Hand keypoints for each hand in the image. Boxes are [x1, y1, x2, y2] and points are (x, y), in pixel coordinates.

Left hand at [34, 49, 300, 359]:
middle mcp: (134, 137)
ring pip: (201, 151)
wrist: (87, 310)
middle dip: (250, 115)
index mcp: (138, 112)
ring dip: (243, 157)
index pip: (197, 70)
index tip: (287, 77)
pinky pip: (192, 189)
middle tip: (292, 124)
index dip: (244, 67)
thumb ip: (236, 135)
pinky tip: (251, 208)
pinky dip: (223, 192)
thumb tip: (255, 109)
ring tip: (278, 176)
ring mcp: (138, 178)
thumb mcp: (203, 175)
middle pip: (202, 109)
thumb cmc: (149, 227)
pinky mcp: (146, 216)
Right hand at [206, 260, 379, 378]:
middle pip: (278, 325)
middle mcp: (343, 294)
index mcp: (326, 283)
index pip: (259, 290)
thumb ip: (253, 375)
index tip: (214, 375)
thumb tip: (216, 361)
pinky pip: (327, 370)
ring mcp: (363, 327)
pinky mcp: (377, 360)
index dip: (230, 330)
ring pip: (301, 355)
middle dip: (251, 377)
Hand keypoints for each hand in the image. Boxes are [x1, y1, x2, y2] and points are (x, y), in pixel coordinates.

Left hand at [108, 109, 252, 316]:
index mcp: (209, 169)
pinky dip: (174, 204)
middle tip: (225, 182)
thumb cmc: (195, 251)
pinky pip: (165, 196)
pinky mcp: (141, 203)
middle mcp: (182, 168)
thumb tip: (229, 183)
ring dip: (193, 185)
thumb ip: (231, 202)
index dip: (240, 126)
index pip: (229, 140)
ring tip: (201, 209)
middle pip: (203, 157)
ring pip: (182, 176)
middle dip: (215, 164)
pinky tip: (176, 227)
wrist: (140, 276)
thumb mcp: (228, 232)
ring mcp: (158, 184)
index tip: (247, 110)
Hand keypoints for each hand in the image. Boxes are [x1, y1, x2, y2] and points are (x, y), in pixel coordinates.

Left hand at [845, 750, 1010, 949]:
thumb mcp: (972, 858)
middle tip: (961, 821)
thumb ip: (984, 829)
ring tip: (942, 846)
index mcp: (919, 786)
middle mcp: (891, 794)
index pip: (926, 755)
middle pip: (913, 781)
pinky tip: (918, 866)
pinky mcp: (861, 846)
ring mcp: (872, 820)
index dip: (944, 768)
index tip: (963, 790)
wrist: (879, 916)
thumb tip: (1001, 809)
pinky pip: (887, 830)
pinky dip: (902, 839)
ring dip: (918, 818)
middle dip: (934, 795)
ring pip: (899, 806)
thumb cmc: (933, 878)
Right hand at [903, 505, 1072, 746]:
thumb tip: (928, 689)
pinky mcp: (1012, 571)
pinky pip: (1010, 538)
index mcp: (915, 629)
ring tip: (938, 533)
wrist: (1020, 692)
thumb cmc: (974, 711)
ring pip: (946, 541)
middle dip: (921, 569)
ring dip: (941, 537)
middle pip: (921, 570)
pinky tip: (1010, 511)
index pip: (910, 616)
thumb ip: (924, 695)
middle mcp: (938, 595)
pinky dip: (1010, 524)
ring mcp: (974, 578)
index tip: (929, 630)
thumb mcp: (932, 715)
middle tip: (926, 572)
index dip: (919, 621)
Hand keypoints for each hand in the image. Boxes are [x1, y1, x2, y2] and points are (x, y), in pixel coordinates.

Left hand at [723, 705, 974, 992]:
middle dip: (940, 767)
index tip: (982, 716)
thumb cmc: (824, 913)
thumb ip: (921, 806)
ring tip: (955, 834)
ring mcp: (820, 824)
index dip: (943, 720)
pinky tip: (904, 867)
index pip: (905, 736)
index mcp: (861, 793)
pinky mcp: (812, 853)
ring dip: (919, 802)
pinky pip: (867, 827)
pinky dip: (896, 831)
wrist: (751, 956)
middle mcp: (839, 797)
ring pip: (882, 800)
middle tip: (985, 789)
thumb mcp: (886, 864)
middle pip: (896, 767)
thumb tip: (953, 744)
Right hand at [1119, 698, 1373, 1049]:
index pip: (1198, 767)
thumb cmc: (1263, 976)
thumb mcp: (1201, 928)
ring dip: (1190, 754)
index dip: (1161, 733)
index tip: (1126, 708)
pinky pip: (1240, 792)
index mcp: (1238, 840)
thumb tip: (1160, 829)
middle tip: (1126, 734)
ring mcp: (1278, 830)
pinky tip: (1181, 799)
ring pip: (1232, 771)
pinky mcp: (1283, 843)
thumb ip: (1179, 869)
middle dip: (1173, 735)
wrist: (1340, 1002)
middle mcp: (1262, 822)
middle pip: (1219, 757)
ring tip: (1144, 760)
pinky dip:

ACTIVITY
Write the records out once more, exactly as shown.

TASK OUTPUT
Hand keypoints for each hand in the image. Boxes are [x1, y1, x2, y2] and points are (x, y), in pixel coordinates.

Left hand at [34, 49, 300, 359]:
middle mcp: (134, 137)
ring pip: (201, 151)
wrist: (87, 310)
middle dip: (250, 115)
index mcp: (138, 112)
ring dip: (243, 157)
index pip: (197, 70)
index tip: (287, 77)
pinky pip: (192, 189)
middle tip: (292, 124)
index dip: (244, 67)
thumb ip: (236, 135)
pinky tip: (251, 208)
pinky dip: (223, 192)
thumb tip: (255, 109)
ring tip: (278, 176)
ring mcp: (138, 178)
thumb mcp: (203, 175)
middle pip: (202, 109)
thumb cmc: (149, 227)
pinky mcp: (146, 216)
Right hand at [206, 260, 379, 378]:
middle pip: (278, 325)
middle mcp: (343, 294)
index mcp: (326, 283)
index pip: (259, 290)
thumb ip: (253, 375)
index tip: (214, 375)
thumb tip: (216, 361)
pinky pip: (327, 370)
ring mcp: (363, 327)
pinky mcp: (377, 360)
index dip: (230, 330)
ring pip: (301, 355)
middle dip: (251, 377)
Hand keypoints for each hand in the image. Boxes are [x1, y1, x2, y2] and points are (x, y), in pixel coordinates.

Left hand at [108, 109, 252, 316]:
index mcp: (209, 169)
pinky dip: (174, 204)
middle tip: (225, 182)
thumb cmc: (195, 251)
pinky pip: (165, 196)
pinky mcp: (141, 203)
middle mcp: (182, 168)
thumb tip: (229, 183)
ring dip: (193, 185)
thumb ip: (231, 202)
index dip: (240, 126)
index pip: (229, 140)
ring tip: (201, 209)
middle pip: (203, 157)
ring pip: (182, 176)
middle dip: (215, 164)
pinky tip: (176, 227)
wrist: (140, 276)
thumb mcp: (228, 232)
ring mcp: (158, 184)
index tip: (247, 110)
Hand keypoints for each hand in the image. Boxes are [x1, y1, x2, y2] and points are (x, y), in pixel coordinates.

Left hand at [845, 750, 1010, 949]:
thumb mcp: (972, 858)
middle tip: (961, 821)
thumb ip: (984, 829)
ring tip: (942, 846)
index mcp: (919, 786)
middle mcp: (891, 794)
index pip: (926, 755)
middle pip: (913, 781)
pinky tip: (918, 866)
pinky mcp: (861, 846)
ring mcp: (872, 820)
index dip: (944, 768)
index tip: (963, 790)
wrist: (879, 916)
thumb tip: (1001, 809)
pinky pip: (887, 830)
pinky dip: (902, 839)
ring dip: (918, 818)
middle dip: (934, 795)
ring pip: (899, 806)
thumb cmc: (933, 878)
Right hand at [903, 505, 1072, 746]:
thumb tip: (928, 689)
pinky mcp: (1012, 571)
pinky pip: (1010, 538)
index mcp: (915, 629)
ring tip: (938, 533)
wrist: (1020, 692)
thumb cmc: (974, 711)
ring pip: (946, 541)
middle dip: (921, 569)
ring dip: (941, 537)
middle pip: (921, 570)
pinky tip: (1010, 511)
index pip: (910, 616)
thumb ip: (924, 695)
middle mcp: (938, 595)
pinky dip: (1010, 524)
ring mcp: (974, 578)
index tip: (929, 630)
thumb mcp: (932, 715)
middle tip: (926, 572)
index dip: (919, 621)
Hand keypoints for each hand in the image. Boxes are [x1, y1, x2, y2] and points are (x, y), in pixel coordinates.

Left hand at [723, 705, 974, 992]:
middle dip: (940, 767)
index tip: (982, 716)
thumb cmc: (824, 913)
thumb ip: (921, 806)
ring tip: (955, 834)
ring mcp: (820, 824)
index dip: (943, 720)
pinky tip: (904, 867)
index pip: (905, 736)
index mcp: (861, 793)
pinky mcp: (812, 853)
ring dip: (919, 802)
pinky pip: (867, 827)
pinky dip: (896, 831)
wrist: (751, 956)
middle mcp: (839, 797)
ring pip: (882, 800)
middle tip: (985, 789)
thumb mcp: (886, 864)
middle pip: (896, 767)
thumb tip: (953, 744)
Right hand at [1119, 698, 1373, 1049]:
index pip: (1198, 767)
thumb cmc: (1263, 976)
thumb mcp: (1201, 928)
ring dip: (1190, 754)
index dip: (1161, 733)
index tip: (1126, 708)
pinky pip: (1240, 792)
index mcp: (1238, 840)
thumb tip: (1160, 829)
middle tip: (1126, 734)
ring mcp: (1278, 830)
pinky tip: (1181, 799)
ring pip: (1232, 771)
pinky mcp: (1283, 843)
thumb ip: (1179, 869)
middle dip: (1173, 735)
wrist: (1340, 1002)
middle mcp: (1262, 822)
middle pip: (1219, 757)
ring tip: (1144, 760)
pinky dip:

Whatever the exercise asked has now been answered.